Stability of mixed-state phases under weak decoherence
Yifan F. Zhang, Sarang Gopalakrishnan
TL;DR
The paper proves that the Gibbs states of local, commuting-Pauli Hamiltonians are stable under weak local decoherence by showing the associated Markov length remains finite and that local recovery channels exist. The authors develop a three-tier approach—classical single-site noise, classical finite-depth noise, and quantum commuting-Pauli noise with stabilizer-mixing channels—tying stability to a finite Markov length via pinning lemmas and cluster expansions. A key mechanism is the reduction of the quantum stabilizer problem to an equivalent classical stabilizer distribution, which inherits exact Markov properties under suitable noise, thereby enabling local reversibility of decoherence. These results imply nonzero decoherence thresholds for thermally stable quantum memories near critical temperatures and suggest efficient local denoisers in diffusion-model dynamics, with broad implications for both quantum information and generative modeling. The framework clarifies when mixed-state phases remain locally reversible, even in the presence of long-range correlations, by providing explicit local decoders and quantitative bounds on recovery.
Abstract
We prove that the Gibbs states of classical, and commuting-Pauli, Hamiltonians are stable under weak local decoherence: i.e., we show that the effect of the decoherence can be locally reversed.

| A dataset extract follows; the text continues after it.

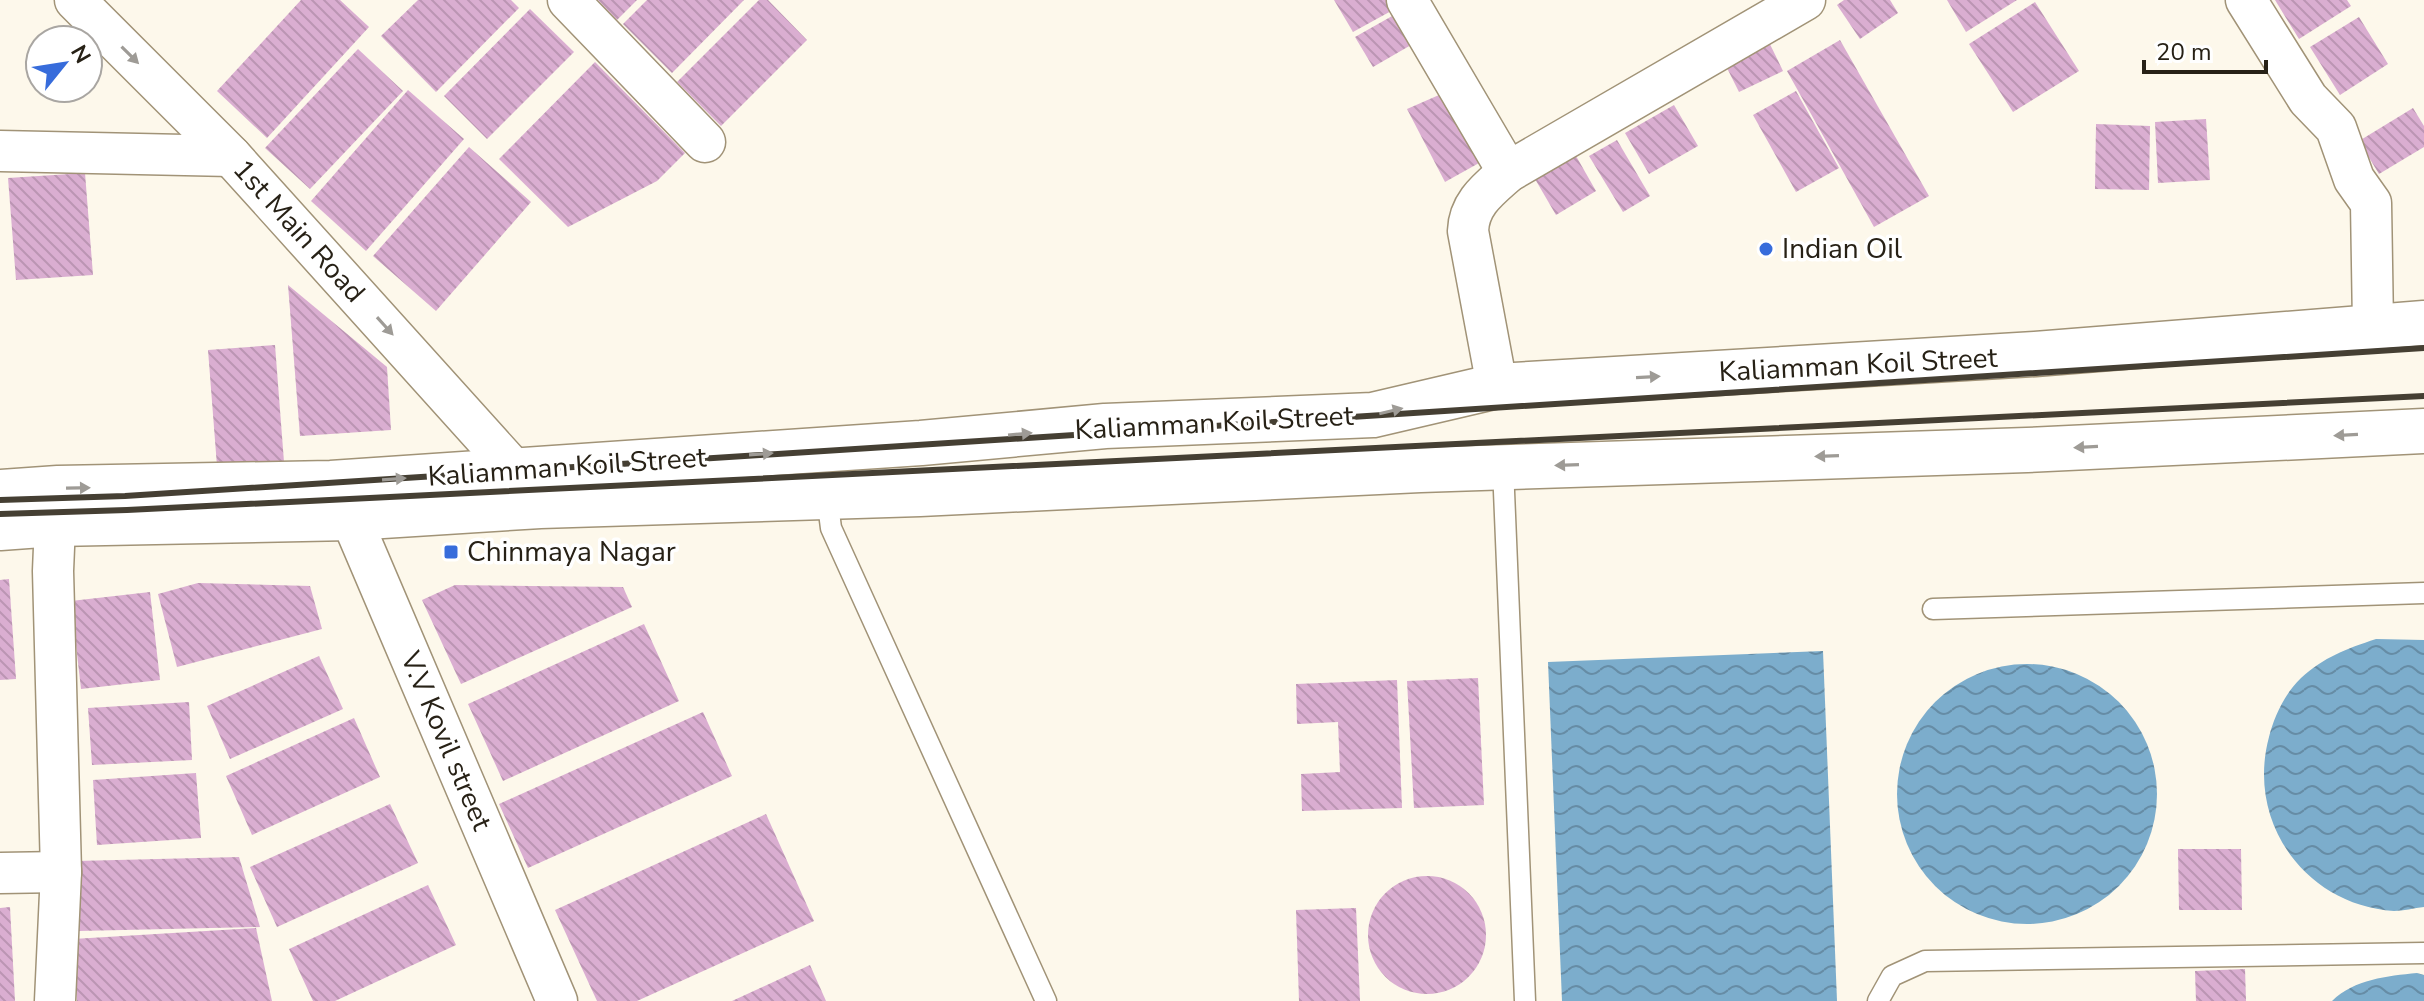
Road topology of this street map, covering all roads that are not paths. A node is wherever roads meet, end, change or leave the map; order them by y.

In particular, our conclusions apply to finite-temperature equilibrium critical points and ordered low-temperature phases. In these systems the unconditional spatio-temporal correlations are long-range, and local (e.g., Metropolis) dynamics exhibits critical slowing down. Nevertheless, our results imply the existence of local "decoders" that undo the decoherence, when the decoherence strength is below a critical value. An implication of these results is that thermally stable quantum memories have a threshold against decoherence that remains nonzero as one approaches the critical temperature. Analogously, in diffusion models, stability of data distributions implies the existence of computationally-efficent local denoisers in the late-time generation dynamics.